Considering the entries that follow, report how many lines include the string "Bharat", giving the number alone.

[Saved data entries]
-----

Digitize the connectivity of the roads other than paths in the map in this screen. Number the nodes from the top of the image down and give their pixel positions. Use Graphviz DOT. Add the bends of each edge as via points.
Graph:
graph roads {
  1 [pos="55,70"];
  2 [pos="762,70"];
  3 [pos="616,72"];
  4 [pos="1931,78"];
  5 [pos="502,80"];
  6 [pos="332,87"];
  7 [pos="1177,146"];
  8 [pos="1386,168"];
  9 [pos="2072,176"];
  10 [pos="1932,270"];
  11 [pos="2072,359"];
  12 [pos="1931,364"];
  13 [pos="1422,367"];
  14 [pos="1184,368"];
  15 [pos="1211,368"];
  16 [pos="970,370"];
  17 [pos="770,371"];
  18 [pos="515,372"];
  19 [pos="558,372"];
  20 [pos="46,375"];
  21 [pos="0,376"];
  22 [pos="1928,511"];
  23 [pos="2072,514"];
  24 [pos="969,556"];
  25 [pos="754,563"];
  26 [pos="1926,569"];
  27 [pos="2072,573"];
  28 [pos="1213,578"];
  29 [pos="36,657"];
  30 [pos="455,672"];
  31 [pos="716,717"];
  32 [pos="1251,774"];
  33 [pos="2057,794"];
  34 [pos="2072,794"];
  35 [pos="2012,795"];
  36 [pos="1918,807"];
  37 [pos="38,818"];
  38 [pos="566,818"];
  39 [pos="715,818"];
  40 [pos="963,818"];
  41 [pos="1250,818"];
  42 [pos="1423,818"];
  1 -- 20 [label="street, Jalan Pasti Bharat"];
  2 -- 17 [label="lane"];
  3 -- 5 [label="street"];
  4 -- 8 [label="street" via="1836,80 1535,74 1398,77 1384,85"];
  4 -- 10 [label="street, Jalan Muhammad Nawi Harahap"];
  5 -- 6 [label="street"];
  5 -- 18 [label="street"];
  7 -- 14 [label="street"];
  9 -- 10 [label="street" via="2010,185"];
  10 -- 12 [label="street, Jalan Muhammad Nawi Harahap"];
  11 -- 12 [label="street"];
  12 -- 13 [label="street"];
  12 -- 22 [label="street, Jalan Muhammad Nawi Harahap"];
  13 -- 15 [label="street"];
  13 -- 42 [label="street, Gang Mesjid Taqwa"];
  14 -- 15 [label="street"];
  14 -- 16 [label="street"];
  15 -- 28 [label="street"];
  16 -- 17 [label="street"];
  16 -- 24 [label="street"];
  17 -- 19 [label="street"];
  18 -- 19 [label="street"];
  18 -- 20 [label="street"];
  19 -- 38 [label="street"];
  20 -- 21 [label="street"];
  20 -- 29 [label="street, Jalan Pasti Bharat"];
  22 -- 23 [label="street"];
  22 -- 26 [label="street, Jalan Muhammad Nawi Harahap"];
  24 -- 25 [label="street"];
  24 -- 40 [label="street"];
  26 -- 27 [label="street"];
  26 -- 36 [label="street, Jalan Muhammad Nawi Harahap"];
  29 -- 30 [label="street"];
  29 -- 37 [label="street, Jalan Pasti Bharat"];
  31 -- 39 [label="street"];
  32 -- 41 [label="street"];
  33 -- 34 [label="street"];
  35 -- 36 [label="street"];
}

-----

== TASK OUTPUT ==
3